The final piece of the XML transformations puzzle, XPath provides a mechanism for referring to the wide variety of element and attribute names and values in an XML document. As I mentioned earlier, many XML specifications are now using XPath, but this discussion is concerned only with its use in XSLT. With the complex structure that an XML document can have, locating one specific element or set of elements can be difficult. It is made more difficult because access to a DTD or other set of constraints that outlines the document's structure cannot be assumed; documents that are not validated must be able to be transformed just as valid documents can. To accomplish this addressing of elements, XPath defines syntax in line with the tree structure of XML, and the XSLT processes and constructs that use it.

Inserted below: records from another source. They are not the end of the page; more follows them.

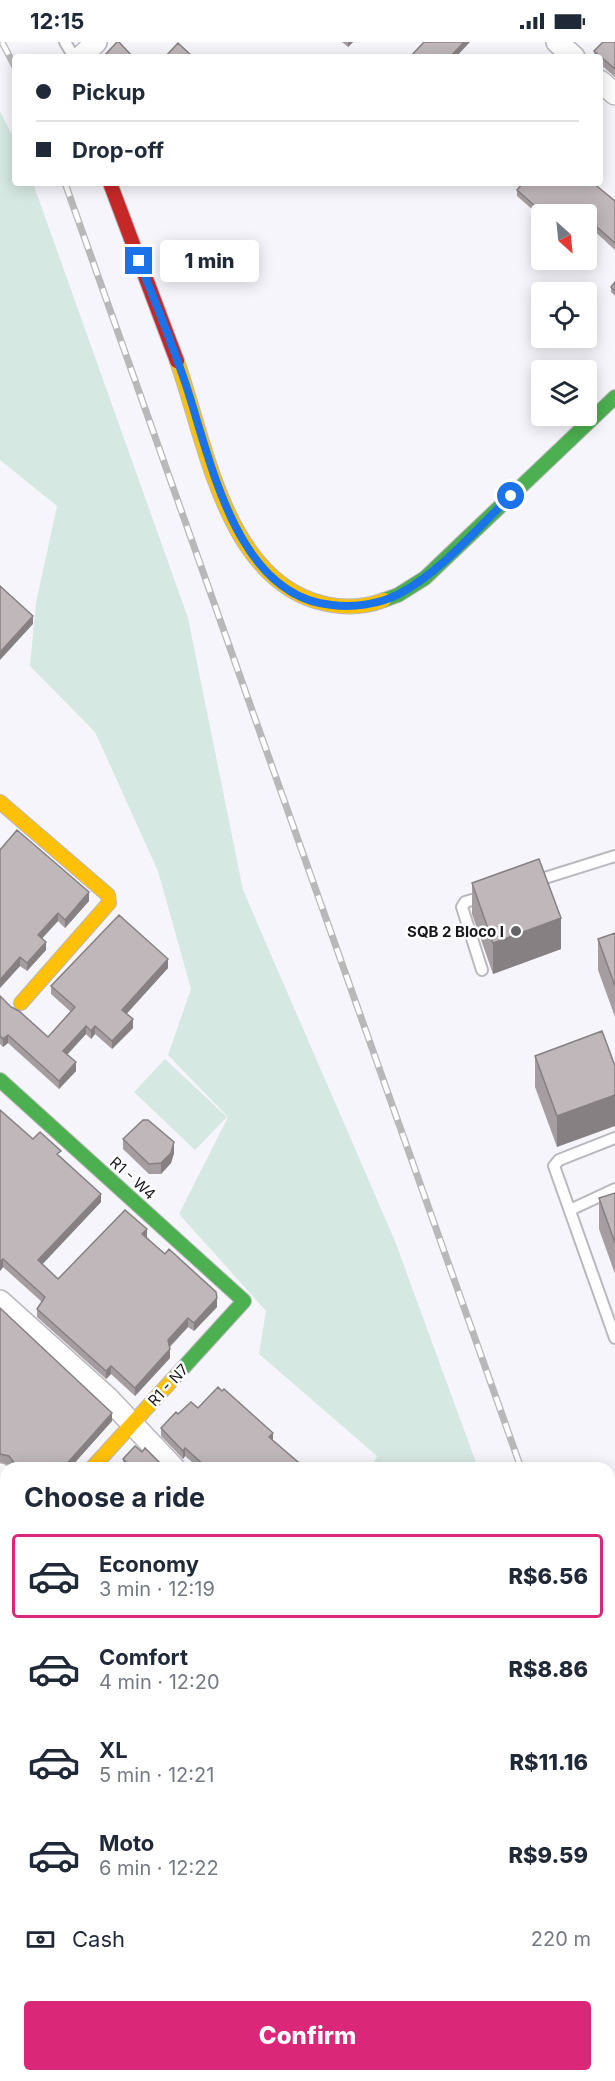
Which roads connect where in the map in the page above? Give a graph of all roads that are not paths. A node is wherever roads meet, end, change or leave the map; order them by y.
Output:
1 (96, 42) edge
2 (557, 42) edge
3 (84, 54) edge
4 (571, 54) edge
5 (603, 84) edge
6 (615, 94) edge
7 (111, 186) edge
8 (615, 397) edge
9 (2, 809) edge
10 (615, 856) edge
11 (519, 886) edge
12 (497, 892) edge
13 (482, 969) dead end
14 (21, 1003) dead end
15 (0, 1080) edge
16 (615, 1138) edge
17 (615, 1189) edge
18 (570, 1210) junction
19 (244, 1300) joint
20 (0, 1301) edge
21 (613, 1326) edge
22 (615, 1338) edge
23 (132, 1423) junction
24 (97, 1462) edge
25 (168, 1462) edge

1 - 3 street
2 - 4 street
5 - 6 street
7 - 8 main road
9 - 14 main road
10 - 11 lane
12 - 13 lane
15 - 19 main road, R1 - W4
16 - 18 lane
17 - 18 lane
18 - 21 lane
19 - 23 main road, R1 - N7
20 - 23 street
21 - 22 lane
23 - 24 main road, R1 - N7
23 - 25 street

Referencing any element or attribute within an XML document is most easily accomplished by specifying the path to the element relative to the current element being processed. In other words, if element B is the current element and element C and element D are nested within it, a relative path most easily locates them. This is similar to the relative paths used in operating system directory structures. At the same time, XPath also defines addressing for elements relative to the root of a document. This covers the common case of needing to reference an element not within the current element's scope; in other words, an element that is not nested within the element being processed. Finally, XPath defines syntax for actual pattern matching: find an element whose parent is element E and which has a sibling element F. This fills in the gaps left between the absolute and relative paths. In all these expressions, attributes can be used as well, with similar matching abilities. Several examples are shown in Example 2-6.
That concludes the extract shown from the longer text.